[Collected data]
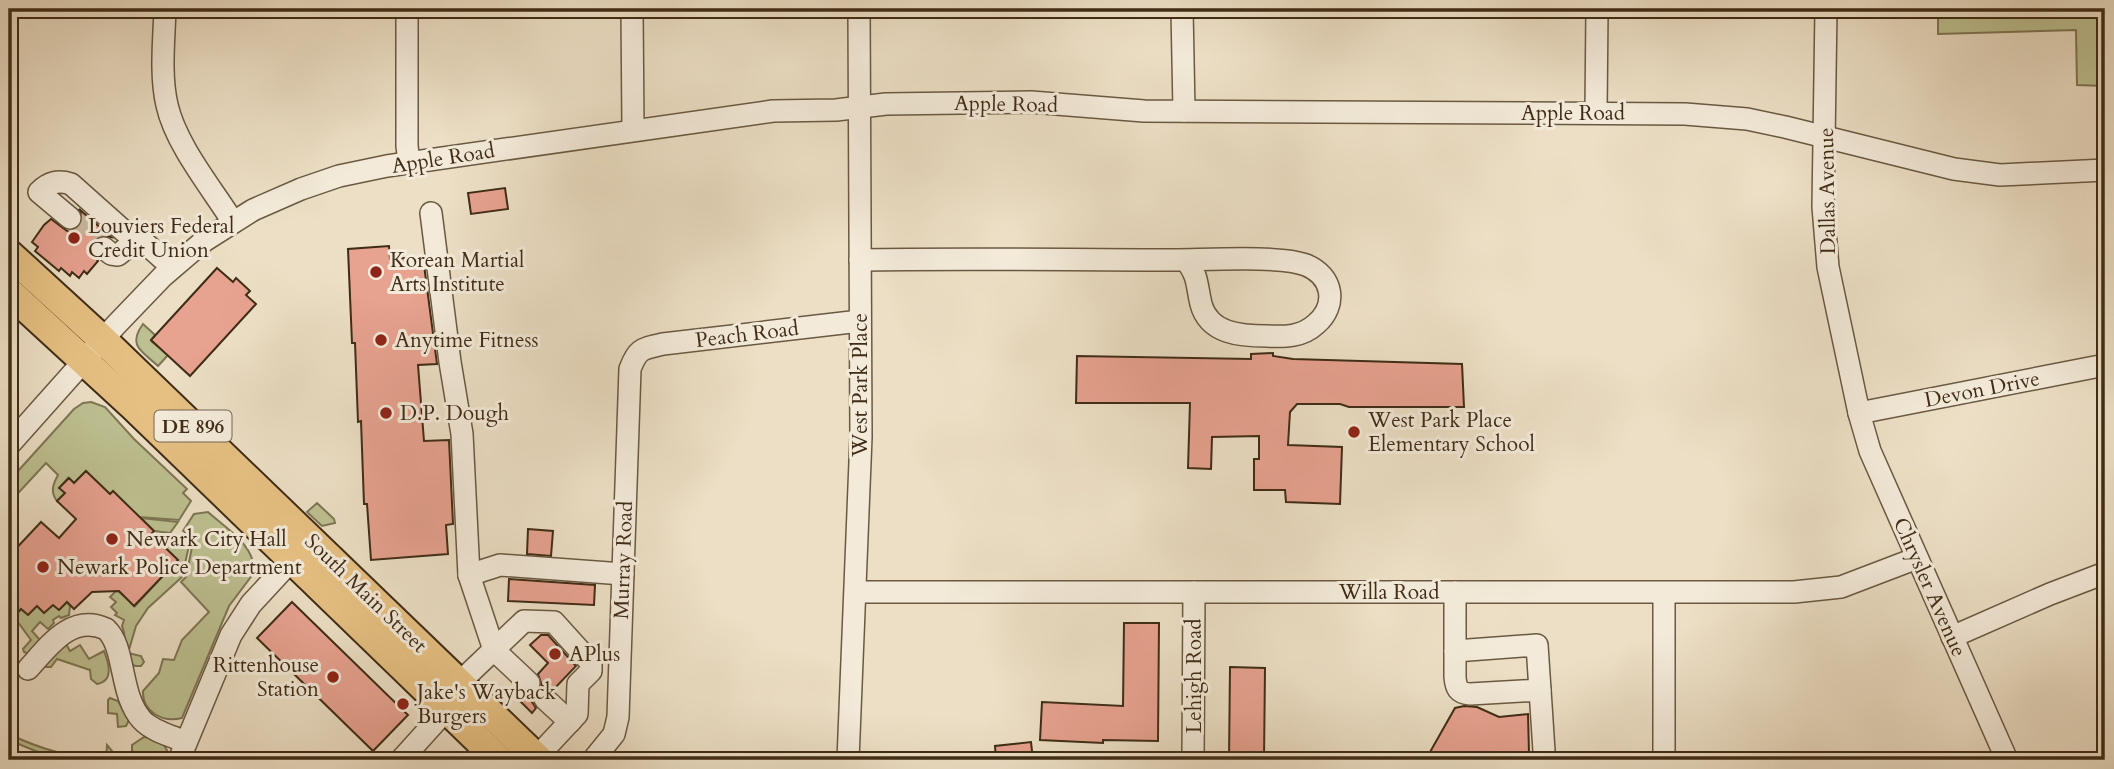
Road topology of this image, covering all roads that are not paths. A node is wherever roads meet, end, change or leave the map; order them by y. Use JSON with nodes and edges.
{"nodes":[{"id":1,"x":164,"y":9,"type":"edge"},
{"id":2,"x":407,"y":9,"type":"edge"},
{"id":3,"x":632,"y":9,"type":"edge"},
{"id":4,"x":859,"y":9,"type":"edge"},
{"id":5,"x":1182,"y":9,"type":"edge"},
{"id":6,"x":1597,"y":9,"type":"edge"},
{"id":7,"x":1826,"y":9,"type":"edge"},
{"id":8,"x":859,"y":107,"type":"junction"},
{"id":9,"x":1184,"y":111,"type":"junction"},
{"id":10,"x":1596,"y":113,"type":"junction"},
{"id":11,"x":633,"y":130,"type":"junction"},
{"id":12,"x":1825,"y":136,"type":"junction"},
{"id":13,"x":409,"y":162,"type":"junction"},
{"id":14,"x":2105,"y":170,"type":"edge"},
{"id":15,"x":431,"y":213,"type":"dead end"},
{"id":16,"x":69,"y":218,"type":"tunnel mouth"},
{"id":17,"x":233,"y":222,"type":"junction"},
{"id":18,"x":135,"y":242,"type":"junction"},
{"id":19,"x":104,"y":248,"type":"dead end"},
{"id":20,"x":9,"y":254,"type":"edge"},
{"id":21,"x":860,"y":260,"type":"junction"},
{"id":22,"x":1186,"y":260,"type":"junction"},
{"id":23,"x":168,"y":271,"type":"junction"},
{"id":24,"x":9,"y":292,"type":"edge"},
{"id":25,"x":860,"y":321,"type":"junction"},
{"id":26,"x":103,"y":340,"type":"junction"},
{"id":27,"x":636,"y":354,"type":"joint"},
{"id":28,"x":84,"y":361,"type":"junction"},
{"id":29,"x":2105,"y":365,"type":"edge"},
{"id":30,"x":1859,"y":413,"type":"junction"},
{"id":31,"x":9,"y":445,"type":"edge"},
{"id":32,"x":312,"y":540,"type":"junction"},
{"id":33,"x":1917,"y":558,"type":"junction"},
{"id":34,"x":292,"y":560,"type":"junction"},
{"id":35,"x":2105,"y":573,"type":"edge"},
{"id":36,"x":623,"y":574,"type":"junction"},
{"id":37,"x":469,"y":575,"type":"junction"},
{"id":38,"x":856,"y":592,"type":"junction"},
{"id":39,"x":1194,"y":592,"type":"junction"},
{"id":40,"x":1455,"y":592,"type":"junction"},
{"id":41,"x":1664,"y":593,"type":"junction"},
{"id":42,"x":1952,"y":637,"type":"junction"},
{"id":43,"x":494,"y":649,"type":"junction"},
{"id":44,"x":1455,"y":651,"type":"junction"},
{"id":45,"x":28,"y":669,"type":"dead end"},
{"id":46,"x":459,"y":683,"type":"junction"},
{"id":47,"x":529,"y":683,"type":"dead end"},
{"id":48,"x":421,"y":684,"type":"junction"},
{"id":49,"x":1541,"y":690,"type":"junction"},
{"id":50,"x":545,"y":699,"type":"dead end"},
{"id":51,"x":447,"y":709,"type":"junction"},
{"id":52,"x":488,"y":711,"type":"junction"},
{"id":53,"x":570,"y":722,"type":"junction"},
{"id":54,"x":182,"y":751,"type":"edge"},
{"id":55,"x":1544,"y":751,"type":"dead end"},
{"id":56,"x":538,"y":759,"type":"edge"},
{"id":57,"x":401,"y":760,"type":"edge"},
{"id":58,"x":499,"y":760,"type":"edge"},
{"id":59,"x":593,"y":760,"type":"edge"},
{"id":60,"x":848,"y":760,"type":"edge"},
{"id":61,"x":1193,"y":760,"type":"edge"},
{"id":62,"x":1664,"y":760,"type":"edge"},
{"id":63,"x":2007,"y":760,"type":"edge"}],
"edges":[{"from":1,"to":17,"type":"street"},
{"from":2,"to":13,"type":"street"},
{"from":3,"to":11,"type":"street"},
{"from":4,"to":8,"type":"street","name":"West Park Place"},
{"from":5,"to":9,"type":"street"},
{"from":6,"to":10,"type":"street"},
{"from":7,"to":12,"type":"street","name":"Dallas Avenue"},
{"from":8,"to":9,"type":"street","name":"Apple Road"},
{"from":8,"to":11,"type":"street","name":"Apple Road"},
{"from":8,"to":21,"type":"street","name":"West Park Place"},
{"from":9,"to":10,"type":"street","name":"Apple Road"},
{"from":10,"to":12,"type":"street","name":"Apple Road"},
{"from":11,"to":13,"type":"street","name":"Apple Road"},
{"from":12,"to":14,"type":"street","name":"Apple Road"},
{"from":12,"to":30,"type":"street","name":"Dallas Avenue"},
{"from":13,"to":17,"type":"street","name":"Apple Road"},
{"from":15,"to":37,"type":"street"},
{"from":16,"to":18,"type":"street"},
{"from":17,"to":23,"type":"street","name":"Apple Road"},
{"from":18,"to":19,"type":"street"},
{"from":18,"to":23,"type":"street"},
{"from":20,"to":26,"type":"main road","name":"South Main Street","number":"DE 896"},
{"from":21,"to":22,"type":"street"},
{"from":21,"to":25,"type":"street","name":"West Park Place"},
{"from":22,"to":22,"type":"street"},
{"from":23,"to":26,"type":"street","name":"Apple Road"},
{"from":24,"to":28,"type":"main road","name":"South Main Street","number":"DE 896"},
{"from":25,"to":27,"type":"street","name":"Peach Road"},
{"from":25,"to":38,"type":"street","name":"West Park Place"},
{"from":26,"to":28,"type":"street","name":"Apple Road"},
{"from":26,"to":32,"type":"main road","name":"South Main Street","number":"DE 896"},
{"from":27,"to":36,"type":"street","name":"Murray Road"},
{"from":28,"to":31,"type":"street","name":"Apple Road"},
{"from":28,"to":34,"type":"main road","name":"South Main Street","number":"DE 896"},
{"from":29,"to":30,"type":"street","name":"Devon Drive"},
{"from":30,"to":33,"type":"street","name":"Chrysler Avenue"},
{"from":32,"to":34,"type":"street"},
{"from":32,"to":46,"type":"main road","name":"South Main Street","number":"DE 896"},
{"from":33,"to":41,"type":"street","name":"Willa Road"},
{"from":33,"to":42,"type":"street","name":"Chrysler Avenue"},
{"from":34,"to":48,"type":"main road","name":"South Main Street","number":"DE 896"},
{"from":34,"to":54,"type":"street"},
{"from":35,"to":42,"type":"street"},
{"from":36,"to":37,"type":"street"},
{"from":36,"to":59,"type":"street","name":"Murray Road"},
{"from":37,"to":43,"type":"street"},
{"from":38,"to":39,"type":"street","name":"Willa Road"},
{"from":38,"to":60,"type":"street","name":"West Park Place"},
{"from":39,"to":40,"type":"street","name":"Willa Road"},
{"from":39,"to":61,"type":"street","name":"Lehigh Road"},
{"from":40,"to":41,"type":"street","name":"Willa Road"},
{"from":40,"to":44,"type":"street"},
{"from":41,"to":62,"type":"street"},
{"from":42,"to":63,"type":"street","name":"Chrysler Avenue"},
{"from":43,"to":46,"type":"street"},
{"from":43,"to":47,"type":"street"},
{"from":43,"to":53,"type":"street"},
{"from":44,"to":49,"type":"street"},
{"from":44,"to":49,"type":"street"},
{"from":45,"to":54,"type":"street"},
{"from":46,"to":48,"type":"main road"},
{"from":46,"to":52,"type":"main road","name":"South Main Street","number":"DE 896"},
{"from":48,"to":51,"type":"main road","name":"South Main Street","number":"DE 896"},
{"from":49,"to":55,"type":"street"},
{"from":50,"to":53,"type":"street"},
{"from":51,"to":52,"type":"main road"},
{"from":51,"to":57,"type":"street"},
{"from":51,"to":58,"type":"main road","name":"South Main Street","number":"DE 896"},
{"from":52,"to":56,"type":"main road","name":"South Main Street","number":"DE 896"},
{"from":53,"to":56,"type":"street"}]}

Task brief: Scan the lines above for the word "dead", then copy each line that has it.

Exercise answer:
{"id":15,"x":431,"y":213,"type":"dead end"},
{"id":19,"x":104,"y":248,"type":"dead end"},
{"id":45,"x":28,"y":669,"type":"dead end"},
{"id":47,"x":529,"y":683,"type":"dead end"},
{"id":50,"x":545,"y":699,"type":"dead end"},
{"id":55,"x":1544,"y":751,"type":"dead end"},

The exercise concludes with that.